:: Extracted data ::

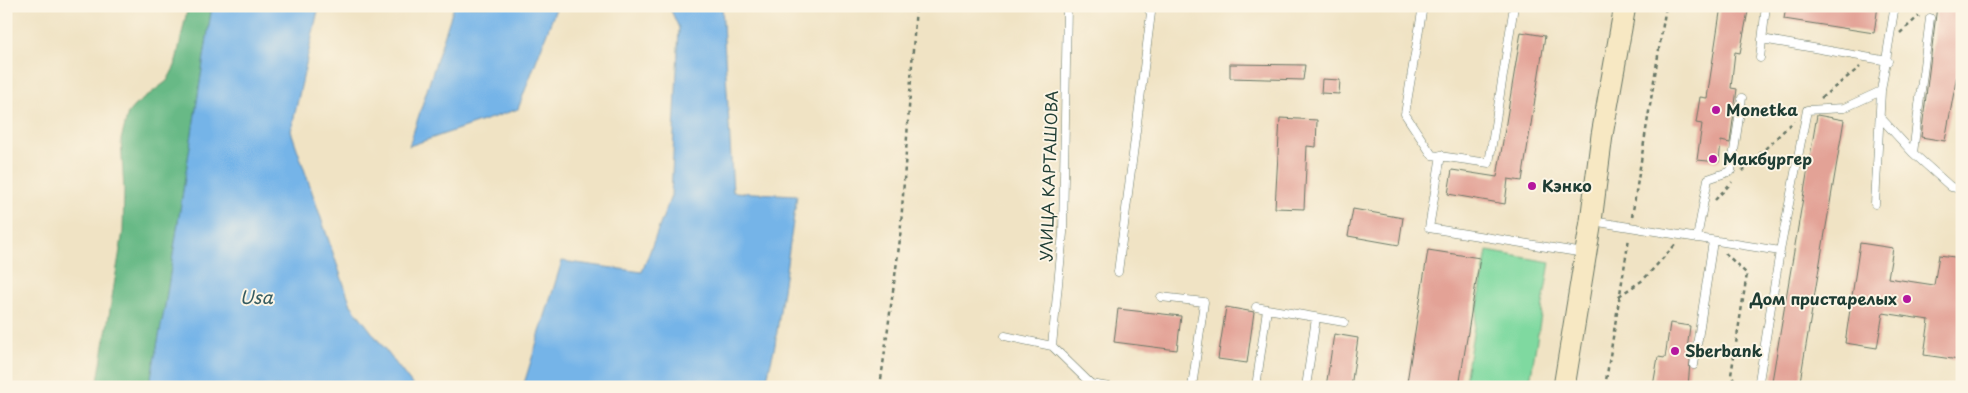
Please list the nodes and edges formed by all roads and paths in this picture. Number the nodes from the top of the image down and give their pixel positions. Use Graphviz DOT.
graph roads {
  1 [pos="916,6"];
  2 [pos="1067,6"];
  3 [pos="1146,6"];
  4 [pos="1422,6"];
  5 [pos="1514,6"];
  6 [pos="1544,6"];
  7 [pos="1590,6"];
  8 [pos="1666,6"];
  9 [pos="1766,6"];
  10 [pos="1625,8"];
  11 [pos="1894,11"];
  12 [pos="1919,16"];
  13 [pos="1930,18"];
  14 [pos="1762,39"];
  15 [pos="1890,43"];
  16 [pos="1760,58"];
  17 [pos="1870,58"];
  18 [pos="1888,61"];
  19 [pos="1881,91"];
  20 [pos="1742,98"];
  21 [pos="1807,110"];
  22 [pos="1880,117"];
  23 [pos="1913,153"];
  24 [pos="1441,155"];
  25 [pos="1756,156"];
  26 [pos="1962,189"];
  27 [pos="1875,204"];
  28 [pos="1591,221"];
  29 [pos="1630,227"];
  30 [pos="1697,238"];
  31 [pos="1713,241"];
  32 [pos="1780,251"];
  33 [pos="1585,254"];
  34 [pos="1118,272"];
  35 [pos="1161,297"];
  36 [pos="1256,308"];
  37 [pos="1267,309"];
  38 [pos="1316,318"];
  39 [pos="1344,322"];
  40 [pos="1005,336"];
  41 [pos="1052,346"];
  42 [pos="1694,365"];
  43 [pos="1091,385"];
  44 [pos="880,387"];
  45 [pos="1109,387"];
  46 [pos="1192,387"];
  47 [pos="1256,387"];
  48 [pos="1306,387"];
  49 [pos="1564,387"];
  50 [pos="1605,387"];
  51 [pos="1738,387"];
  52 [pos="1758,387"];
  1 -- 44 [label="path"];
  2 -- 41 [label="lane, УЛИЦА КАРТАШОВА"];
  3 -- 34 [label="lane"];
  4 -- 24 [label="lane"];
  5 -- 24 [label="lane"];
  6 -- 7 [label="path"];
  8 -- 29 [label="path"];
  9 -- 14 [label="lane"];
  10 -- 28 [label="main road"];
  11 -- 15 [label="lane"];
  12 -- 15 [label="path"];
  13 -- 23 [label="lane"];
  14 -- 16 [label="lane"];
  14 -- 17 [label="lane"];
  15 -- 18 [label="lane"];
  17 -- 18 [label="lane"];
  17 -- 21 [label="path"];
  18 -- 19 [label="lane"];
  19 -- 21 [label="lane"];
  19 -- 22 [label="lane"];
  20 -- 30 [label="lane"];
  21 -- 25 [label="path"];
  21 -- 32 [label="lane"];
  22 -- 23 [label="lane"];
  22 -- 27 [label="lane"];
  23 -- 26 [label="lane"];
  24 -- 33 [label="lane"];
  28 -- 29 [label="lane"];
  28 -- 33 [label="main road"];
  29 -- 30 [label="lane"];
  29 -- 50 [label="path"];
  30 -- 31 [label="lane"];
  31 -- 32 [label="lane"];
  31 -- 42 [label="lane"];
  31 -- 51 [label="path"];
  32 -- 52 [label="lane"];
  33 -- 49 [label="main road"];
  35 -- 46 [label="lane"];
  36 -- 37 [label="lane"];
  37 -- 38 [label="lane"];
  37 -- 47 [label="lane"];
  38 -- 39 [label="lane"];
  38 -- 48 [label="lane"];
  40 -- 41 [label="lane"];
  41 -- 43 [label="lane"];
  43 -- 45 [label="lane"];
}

:::

Assignment »
All of the material above should be set down again exactly, though not its pictures.

Exercise response »
Please list the nodes and edges formed by all roads and paths in this picture. Number the nodes from the top of the image down and give their pixel positions. Use Graphviz DOT.
graph roads {
  1 [pos="916,6"];
  2 [pos="1067,6"];
  3 [pos="1146,6"];
  4 [pos="1422,6"];
  5 [pos="1514,6"];
  6 [pos="1544,6"];
  7 [pos="1590,6"];
  8 [pos="1666,6"];
  9 [pos="1766,6"];
  10 [pos="1625,8"];
  11 [pos="1894,11"];
  12 [pos="1919,16"];
  13 [pos="1930,18"];
  14 [pos="1762,39"];
  15 [pos="1890,43"];
  16 [pos="1760,58"];
  17 [pos="1870,58"];
  18 [pos="1888,61"];
  19 [pos="1881,91"];
  20 [pos="1742,98"];
  21 [pos="1807,110"];
  22 [pos="1880,117"];
  23 [pos="1913,153"];
  24 [pos="1441,155"];
  25 [pos="1756,156"];
  26 [pos="1962,189"];
  27 [pos="1875,204"];
  28 [pos="1591,221"];
  29 [pos="1630,227"];
  30 [pos="1697,238"];
  31 [pos="1713,241"];
  32 [pos="1780,251"];
  33 [pos="1585,254"];
  34 [pos="1118,272"];
  35 [pos="1161,297"];
  36 [pos="1256,308"];
  37 [pos="1267,309"];
  38 [pos="1316,318"];
  39 [pos="1344,322"];
  40 [pos="1005,336"];
  41 [pos="1052,346"];
  42 [pos="1694,365"];
  43 [pos="1091,385"];
  44 [pos="880,387"];
  45 [pos="1109,387"];
  46 [pos="1192,387"];
  47 [pos="1256,387"];
  48 [pos="1306,387"];
  49 [pos="1564,387"];
  50 [pos="1605,387"];
  51 [pos="1738,387"];
  52 [pos="1758,387"];
  1 -- 44 [label="path"];
  2 -- 41 [label="lane, УЛИЦА КАРТАШОВА"];
  3 -- 34 [label="lane"];
  4 -- 24 [label="lane"];
  5 -- 24 [label="lane"];
  6 -- 7 [label="path"];
  8 -- 29 [label="path"];
  9 -- 14 [label="lane"];
  10 -- 28 [label="main road"];
  11 -- 15 [label="lane"];
  12 -- 15 [label="path"];
  13 -- 23 [label="lane"];
  14 -- 16 [label="lane"];
  14 -- 17 [label="lane"];
  15 -- 18 [label="lane"];
  17 -- 18 [label="lane"];
  17 -- 21 [label="path"];
  18 -- 19 [label="lane"];
  19 -- 21 [label="lane"];
  19 -- 22 [label="lane"];
  20 -- 30 [label="lane"];
  21 -- 25 [label="path"];
  21 -- 32 [label="lane"];
  22 -- 23 [label="lane"];
  22 -- 27 [label="lane"];
  23 -- 26 [label="lane"];
  24 -- 33 [label="lane"];
  28 -- 29 [label="lane"];
  28 -- 33 [label="main road"];
  29 -- 30 [label="lane"];
  29 -- 50 [label="path"];
  30 -- 31 [label="lane"];
  31 -- 32 [label="lane"];
  31 -- 42 [label="lane"];
  31 -- 51 [label="path"];
  32 -- 52 [label="lane"];
  33 -- 49 [label="main road"];
  35 -- 46 [label="lane"];
  36 -- 37 [label="lane"];
  37 -- 38 [label="lane"];
  37 -- 47 [label="lane"];
  38 -- 39 [label="lane"];
  38 -- 48 [label="lane"];
  40 -- 41 [label="lane"];
  41 -- 43 [label="lane"];
  43 -- 45 [label="lane"];
}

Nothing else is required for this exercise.